Hints on Improving Rendering
I’m not a great renderer. I don’t have that artistic rendering eye, or a very developed sense of composition. I don’t really know all the options in the rendering packages very well. I recently did a bit of rendering to create my Gallery, and I learned a couple of things, so I thought I would pass those along to anyone who is interested. Any nice renders I’ve created have been the result of:
- a good model to start from
- a lot of luck
- ALWAYS use perspective
- the fact that if you experiment enough, eventually you will get something that isn’t terrible
- it never hurts to try to learn from experts
I believe that 70% of rendering is having a great model to start with. Naturally, I would try to make the outcome depend on a strength rather than a weakness. To me, a great model for rendering is something with a lot of curvature. What separates good curvature from bad curvature could be an entire career all on its own, and I won’t go there this time.
One of the things that gets me is that a lot of rendering goofy-foots like me will try to make renderings without using perspective. One of the things that offends a non-CAD eye the most is the lack of perspective. CAD users have been trained to look at things without perspective because it is the best way to represent things on a technical drawing, but stuff looks funny without perspective.
Another thing you need to have is rounded corners. Sharp corners look bad in renderings. Even if you really intend a part to have sharp corners, put little fillets on them (unless you’re doing a knife or razor or something like that). Do one of your renders with and then without the fillets, and you will see. Rendering may take a little longer, and the model may take longer to rebuild, but we’re talking good quality stuff, not speed rendering.
Shadows are important. Personally, I like to avoid sharp shadows, and I like to avoid shadows that are low quality. Unfortunately, that combination means the rendering will take longer. The multi-core machines available today do renderings much more quickly, so that isn’t as much a concern as it used to be. There is a setting called “ambient occlusion”, which essentially means that a cavity inside the part that creates shadows on itself just from ambient light will actually make those shadows. My problem is that I can rarely find this setting. I did a few renderings a couple weeks ago that used the setting, but now I can’t find it again. Oh, well. Just be aware that its there somewhere, and if you find it, please let me know where it is.
Depth of field is another important and relatively easy thing to set up. Kim just got a nice Nikon D60 digital slrcamera for her birthday, and now she takes fantastic pictures. This is something that has always eluded me. I’m sure the rendering gene is related to the photography gene, and I have neither of them. Kim can select the part she wants in focus and make the rest of it kinda blurry. You can do the same thing in rendering, but you have to know the settings.

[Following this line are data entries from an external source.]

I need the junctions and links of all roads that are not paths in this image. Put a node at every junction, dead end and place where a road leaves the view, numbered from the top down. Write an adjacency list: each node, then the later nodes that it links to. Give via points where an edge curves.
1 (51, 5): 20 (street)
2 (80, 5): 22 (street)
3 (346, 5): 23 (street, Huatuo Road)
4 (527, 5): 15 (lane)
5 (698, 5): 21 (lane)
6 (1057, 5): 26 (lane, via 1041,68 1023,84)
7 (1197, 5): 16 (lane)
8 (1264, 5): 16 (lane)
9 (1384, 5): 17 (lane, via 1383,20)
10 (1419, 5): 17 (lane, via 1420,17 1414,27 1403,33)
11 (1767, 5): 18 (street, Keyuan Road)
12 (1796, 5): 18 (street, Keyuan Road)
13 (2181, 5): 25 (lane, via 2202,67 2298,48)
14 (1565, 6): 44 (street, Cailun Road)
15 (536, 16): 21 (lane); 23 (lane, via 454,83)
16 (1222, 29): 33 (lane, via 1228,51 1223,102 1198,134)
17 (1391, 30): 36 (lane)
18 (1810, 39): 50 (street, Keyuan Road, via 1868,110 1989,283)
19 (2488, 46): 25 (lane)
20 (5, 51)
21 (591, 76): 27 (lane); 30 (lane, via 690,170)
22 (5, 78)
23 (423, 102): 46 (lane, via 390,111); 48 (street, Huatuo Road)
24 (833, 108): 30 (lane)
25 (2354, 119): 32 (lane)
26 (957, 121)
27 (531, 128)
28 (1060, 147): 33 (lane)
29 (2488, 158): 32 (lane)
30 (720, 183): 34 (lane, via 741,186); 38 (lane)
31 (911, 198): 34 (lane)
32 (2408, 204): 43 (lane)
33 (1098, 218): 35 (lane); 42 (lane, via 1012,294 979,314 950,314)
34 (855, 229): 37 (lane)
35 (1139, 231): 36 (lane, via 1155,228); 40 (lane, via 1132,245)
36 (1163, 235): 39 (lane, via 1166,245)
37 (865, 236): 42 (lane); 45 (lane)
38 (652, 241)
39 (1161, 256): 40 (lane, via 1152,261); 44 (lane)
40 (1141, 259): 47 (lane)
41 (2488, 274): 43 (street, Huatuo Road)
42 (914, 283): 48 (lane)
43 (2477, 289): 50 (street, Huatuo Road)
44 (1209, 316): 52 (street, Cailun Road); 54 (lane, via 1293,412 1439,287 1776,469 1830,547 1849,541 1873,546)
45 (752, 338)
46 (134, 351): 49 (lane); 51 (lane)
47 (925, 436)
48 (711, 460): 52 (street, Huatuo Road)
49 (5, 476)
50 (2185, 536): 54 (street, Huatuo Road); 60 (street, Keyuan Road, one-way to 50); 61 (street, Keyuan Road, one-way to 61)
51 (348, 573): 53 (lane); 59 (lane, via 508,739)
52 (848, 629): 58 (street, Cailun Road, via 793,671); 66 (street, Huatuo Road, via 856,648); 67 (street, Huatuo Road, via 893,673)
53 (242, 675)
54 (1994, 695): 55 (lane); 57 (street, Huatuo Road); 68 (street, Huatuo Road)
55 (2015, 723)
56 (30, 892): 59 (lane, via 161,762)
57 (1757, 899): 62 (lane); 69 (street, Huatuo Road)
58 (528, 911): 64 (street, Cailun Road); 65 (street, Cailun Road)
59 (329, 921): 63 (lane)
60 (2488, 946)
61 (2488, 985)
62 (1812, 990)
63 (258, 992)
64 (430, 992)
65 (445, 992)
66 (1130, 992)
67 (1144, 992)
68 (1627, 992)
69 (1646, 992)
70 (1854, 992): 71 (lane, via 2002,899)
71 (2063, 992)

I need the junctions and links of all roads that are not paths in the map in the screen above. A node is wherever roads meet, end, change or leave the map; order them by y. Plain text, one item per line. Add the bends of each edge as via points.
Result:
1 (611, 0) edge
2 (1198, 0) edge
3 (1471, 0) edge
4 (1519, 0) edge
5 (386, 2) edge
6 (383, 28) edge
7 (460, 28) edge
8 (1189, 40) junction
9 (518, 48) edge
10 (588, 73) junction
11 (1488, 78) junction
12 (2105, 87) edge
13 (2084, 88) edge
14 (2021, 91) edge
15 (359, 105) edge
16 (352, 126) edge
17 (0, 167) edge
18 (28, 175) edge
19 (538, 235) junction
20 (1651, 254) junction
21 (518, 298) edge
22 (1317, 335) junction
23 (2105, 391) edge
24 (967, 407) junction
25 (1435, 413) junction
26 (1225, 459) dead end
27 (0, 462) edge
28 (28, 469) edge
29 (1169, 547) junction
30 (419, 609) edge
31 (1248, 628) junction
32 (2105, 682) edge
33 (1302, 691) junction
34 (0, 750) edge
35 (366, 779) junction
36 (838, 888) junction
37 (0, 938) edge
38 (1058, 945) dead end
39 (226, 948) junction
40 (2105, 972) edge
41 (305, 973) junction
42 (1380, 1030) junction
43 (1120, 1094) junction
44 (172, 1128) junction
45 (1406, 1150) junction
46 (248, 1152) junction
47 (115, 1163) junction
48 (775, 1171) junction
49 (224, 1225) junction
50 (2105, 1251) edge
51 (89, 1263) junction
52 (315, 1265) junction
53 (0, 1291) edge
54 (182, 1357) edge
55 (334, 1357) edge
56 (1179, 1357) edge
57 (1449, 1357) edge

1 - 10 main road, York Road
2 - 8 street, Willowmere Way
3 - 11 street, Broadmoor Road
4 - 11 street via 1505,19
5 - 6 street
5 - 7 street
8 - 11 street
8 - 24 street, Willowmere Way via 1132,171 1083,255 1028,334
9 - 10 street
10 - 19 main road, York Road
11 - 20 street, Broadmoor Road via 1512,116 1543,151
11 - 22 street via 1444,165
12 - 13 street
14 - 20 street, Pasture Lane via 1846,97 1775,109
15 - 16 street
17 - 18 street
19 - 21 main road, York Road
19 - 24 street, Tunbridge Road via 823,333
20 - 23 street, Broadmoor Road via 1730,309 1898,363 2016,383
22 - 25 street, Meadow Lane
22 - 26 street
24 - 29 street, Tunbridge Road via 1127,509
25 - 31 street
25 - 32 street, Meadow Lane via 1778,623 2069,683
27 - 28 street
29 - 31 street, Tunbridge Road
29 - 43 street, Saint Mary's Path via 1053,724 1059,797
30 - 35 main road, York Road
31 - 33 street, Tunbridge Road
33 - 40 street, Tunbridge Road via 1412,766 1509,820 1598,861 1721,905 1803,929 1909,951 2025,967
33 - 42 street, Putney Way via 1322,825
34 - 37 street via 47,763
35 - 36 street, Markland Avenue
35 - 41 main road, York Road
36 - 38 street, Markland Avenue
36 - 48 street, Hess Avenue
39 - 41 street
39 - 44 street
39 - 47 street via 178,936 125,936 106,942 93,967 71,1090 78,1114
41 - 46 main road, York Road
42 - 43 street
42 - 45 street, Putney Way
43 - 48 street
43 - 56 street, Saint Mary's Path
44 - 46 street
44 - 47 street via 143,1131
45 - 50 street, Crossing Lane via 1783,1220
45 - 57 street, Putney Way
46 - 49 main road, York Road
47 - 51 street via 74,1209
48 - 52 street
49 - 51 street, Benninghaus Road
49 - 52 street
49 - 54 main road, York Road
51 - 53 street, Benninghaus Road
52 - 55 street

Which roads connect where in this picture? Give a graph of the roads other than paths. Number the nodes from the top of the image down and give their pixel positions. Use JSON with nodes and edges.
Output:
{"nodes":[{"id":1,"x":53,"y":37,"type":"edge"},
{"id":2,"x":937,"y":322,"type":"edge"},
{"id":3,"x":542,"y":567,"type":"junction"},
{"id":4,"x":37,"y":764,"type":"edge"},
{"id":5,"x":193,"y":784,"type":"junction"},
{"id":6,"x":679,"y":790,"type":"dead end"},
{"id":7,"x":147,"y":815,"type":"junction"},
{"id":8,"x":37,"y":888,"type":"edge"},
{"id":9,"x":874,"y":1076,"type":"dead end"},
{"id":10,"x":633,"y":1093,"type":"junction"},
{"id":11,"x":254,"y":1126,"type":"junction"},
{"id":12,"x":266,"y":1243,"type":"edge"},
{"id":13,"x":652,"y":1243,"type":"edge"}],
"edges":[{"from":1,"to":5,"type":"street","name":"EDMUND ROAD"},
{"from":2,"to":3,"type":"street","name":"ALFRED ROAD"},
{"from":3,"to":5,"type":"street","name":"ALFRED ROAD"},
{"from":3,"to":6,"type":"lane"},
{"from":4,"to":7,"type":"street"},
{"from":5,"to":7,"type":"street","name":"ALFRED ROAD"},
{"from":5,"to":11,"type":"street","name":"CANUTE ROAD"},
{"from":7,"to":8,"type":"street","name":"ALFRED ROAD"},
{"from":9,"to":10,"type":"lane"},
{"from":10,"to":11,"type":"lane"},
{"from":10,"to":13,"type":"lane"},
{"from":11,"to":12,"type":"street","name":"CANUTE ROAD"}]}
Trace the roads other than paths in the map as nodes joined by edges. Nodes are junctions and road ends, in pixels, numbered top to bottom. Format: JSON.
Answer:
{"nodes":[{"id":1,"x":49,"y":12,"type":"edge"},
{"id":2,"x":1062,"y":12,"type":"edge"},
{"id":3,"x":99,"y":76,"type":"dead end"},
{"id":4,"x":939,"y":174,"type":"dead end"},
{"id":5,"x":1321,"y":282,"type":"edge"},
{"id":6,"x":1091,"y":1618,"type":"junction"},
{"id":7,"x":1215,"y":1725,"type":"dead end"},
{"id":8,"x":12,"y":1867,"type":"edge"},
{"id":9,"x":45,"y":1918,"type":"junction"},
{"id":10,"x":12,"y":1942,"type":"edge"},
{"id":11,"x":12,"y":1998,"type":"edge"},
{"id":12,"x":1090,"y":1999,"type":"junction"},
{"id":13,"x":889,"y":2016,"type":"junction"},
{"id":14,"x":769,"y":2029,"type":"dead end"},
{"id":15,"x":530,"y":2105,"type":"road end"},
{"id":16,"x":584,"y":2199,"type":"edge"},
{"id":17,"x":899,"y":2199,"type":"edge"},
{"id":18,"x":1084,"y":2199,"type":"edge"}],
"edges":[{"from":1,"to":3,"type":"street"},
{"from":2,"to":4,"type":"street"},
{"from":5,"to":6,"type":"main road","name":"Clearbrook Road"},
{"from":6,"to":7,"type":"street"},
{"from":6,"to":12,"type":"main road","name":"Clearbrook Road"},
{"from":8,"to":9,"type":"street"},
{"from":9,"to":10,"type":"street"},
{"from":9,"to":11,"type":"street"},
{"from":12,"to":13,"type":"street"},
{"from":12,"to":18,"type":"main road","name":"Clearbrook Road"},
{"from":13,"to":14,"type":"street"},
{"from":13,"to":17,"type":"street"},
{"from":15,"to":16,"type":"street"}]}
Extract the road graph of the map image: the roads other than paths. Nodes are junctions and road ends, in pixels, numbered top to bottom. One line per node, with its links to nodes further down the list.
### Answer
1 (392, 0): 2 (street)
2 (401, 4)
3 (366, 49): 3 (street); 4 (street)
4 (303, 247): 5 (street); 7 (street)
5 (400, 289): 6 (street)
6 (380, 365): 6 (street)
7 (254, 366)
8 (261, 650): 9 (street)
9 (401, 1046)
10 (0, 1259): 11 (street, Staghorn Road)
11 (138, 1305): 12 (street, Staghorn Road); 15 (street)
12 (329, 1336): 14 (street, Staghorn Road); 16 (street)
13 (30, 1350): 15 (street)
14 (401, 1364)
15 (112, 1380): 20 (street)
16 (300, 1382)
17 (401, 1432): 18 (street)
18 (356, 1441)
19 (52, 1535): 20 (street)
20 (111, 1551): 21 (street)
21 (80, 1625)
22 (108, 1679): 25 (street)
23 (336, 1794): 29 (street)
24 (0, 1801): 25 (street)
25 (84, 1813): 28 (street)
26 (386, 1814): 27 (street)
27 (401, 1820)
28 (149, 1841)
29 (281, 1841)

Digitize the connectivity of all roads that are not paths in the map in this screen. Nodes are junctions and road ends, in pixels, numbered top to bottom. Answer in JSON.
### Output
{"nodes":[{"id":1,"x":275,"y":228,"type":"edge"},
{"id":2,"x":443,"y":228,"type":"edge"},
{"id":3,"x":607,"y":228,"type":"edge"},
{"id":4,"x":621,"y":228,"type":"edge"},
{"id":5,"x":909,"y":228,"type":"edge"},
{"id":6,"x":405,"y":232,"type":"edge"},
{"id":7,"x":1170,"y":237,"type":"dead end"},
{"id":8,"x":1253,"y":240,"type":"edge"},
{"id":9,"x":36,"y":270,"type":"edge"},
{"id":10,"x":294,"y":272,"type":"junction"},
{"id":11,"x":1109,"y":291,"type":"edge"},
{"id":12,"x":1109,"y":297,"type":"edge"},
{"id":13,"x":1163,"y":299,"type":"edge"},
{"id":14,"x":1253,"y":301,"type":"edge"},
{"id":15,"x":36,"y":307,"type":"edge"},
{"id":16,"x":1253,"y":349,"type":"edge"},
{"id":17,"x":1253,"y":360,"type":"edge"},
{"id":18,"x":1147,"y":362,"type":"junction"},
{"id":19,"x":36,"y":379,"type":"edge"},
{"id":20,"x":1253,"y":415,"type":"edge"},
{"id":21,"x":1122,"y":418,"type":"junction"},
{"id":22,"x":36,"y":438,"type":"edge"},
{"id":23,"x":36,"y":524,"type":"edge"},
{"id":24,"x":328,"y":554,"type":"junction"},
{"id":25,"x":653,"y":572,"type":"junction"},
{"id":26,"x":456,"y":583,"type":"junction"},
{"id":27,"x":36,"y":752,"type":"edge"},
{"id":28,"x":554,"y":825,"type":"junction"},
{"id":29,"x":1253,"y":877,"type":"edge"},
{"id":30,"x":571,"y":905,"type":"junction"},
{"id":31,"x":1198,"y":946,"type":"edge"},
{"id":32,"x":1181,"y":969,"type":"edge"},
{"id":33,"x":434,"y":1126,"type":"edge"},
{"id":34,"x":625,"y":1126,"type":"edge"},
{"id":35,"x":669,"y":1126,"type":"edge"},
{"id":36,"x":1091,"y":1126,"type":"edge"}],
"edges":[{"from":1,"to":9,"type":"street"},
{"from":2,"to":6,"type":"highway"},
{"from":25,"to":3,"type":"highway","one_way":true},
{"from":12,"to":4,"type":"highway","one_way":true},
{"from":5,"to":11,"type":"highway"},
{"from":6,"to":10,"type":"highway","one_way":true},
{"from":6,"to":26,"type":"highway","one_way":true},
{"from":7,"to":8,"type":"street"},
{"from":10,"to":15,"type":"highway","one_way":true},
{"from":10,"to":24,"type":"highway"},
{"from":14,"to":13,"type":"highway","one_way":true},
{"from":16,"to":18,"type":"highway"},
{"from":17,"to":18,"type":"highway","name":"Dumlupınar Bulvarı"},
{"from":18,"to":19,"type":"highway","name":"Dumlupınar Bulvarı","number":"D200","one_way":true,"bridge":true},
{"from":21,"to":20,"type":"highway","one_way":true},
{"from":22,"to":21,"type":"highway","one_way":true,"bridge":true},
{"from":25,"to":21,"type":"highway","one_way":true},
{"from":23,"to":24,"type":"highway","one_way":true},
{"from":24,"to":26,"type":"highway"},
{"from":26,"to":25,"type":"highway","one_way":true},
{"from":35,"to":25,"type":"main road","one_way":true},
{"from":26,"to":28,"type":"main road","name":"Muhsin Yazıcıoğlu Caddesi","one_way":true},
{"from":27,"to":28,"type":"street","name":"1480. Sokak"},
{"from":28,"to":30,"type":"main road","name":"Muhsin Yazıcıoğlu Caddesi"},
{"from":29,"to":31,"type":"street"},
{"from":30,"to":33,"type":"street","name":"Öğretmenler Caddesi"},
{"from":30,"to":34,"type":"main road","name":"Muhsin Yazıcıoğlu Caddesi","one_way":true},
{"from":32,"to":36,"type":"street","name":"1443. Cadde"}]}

Depth of field and perspective can be set up using cameras in SolidWorks. Photoview has a separate setting for depth of field.
Background is important too. If you’re doing renderings for a blog like this one, rendering with a white background makes it best. If you’re rendering for a powerpoint presentation with a gradient background, rendering with a transparent background is best.
Materials are maybe the most important option in a rendering. If you have a curvy model, materials that are a little reflective are best. Curvature is hard to see unless the surface is reflective. If you have curvature and reflectivity, you also need something to reflect, so a background image is best. This is hard to set up in PhotoView, but in Photoworks, it is easier. If you’re material is not really reflective, a matte finish with some specularity might make the light do something interesting on the part.
This is why I say curvy models give the best renders. Flat surfaces don’t tend to reflect light in very interesting ways. I know, it’s hard to define interesting.
Remember that starting with SolidWorks 2008, SolidWorks is using the code word “appearances” to mean materials. Actually, appearances encompass materials, colors and textures, but I think the whole thing has become more rather than less confusing.
If you get in there and tinker with stuff, there are a lot of things to play with. I recommend playing using a small portion of the model, with the Render Area option on the PhotoWorks toolbar.
The things I like to play with the most are in the appearance propertymanager and in the Scene Editor dialog box. These two are where most of the action is.
Sometimes its hard to get the material and the background to play well together. Look at the towel rack image from earlier. On that one, I thought the material was too dark, but regardless of what I did with the material, I couldn’t get it to lighten up. The next thing to try might be using a different environment.
This is easier in Photoview than in Photoworks, but it’s not that difficult in either, really.
If a new environment doesn’t work to lighten up the part, the next thing might be to add a light. Lighting can be difficult to understand in PhotoWorks. In Photoview you don’t have much control over it, other than the background. Lighting in Photoworks comes from two sources. Environment and lights. In the environment, the light areas act like lights, just like in the real world, where surfaces reflect light. The second source is actual lights in the SolidWorks featuremanager. I usually try to leave the lights alone unless necessary. The rendering looks more natural if you use reflected rather than direct light.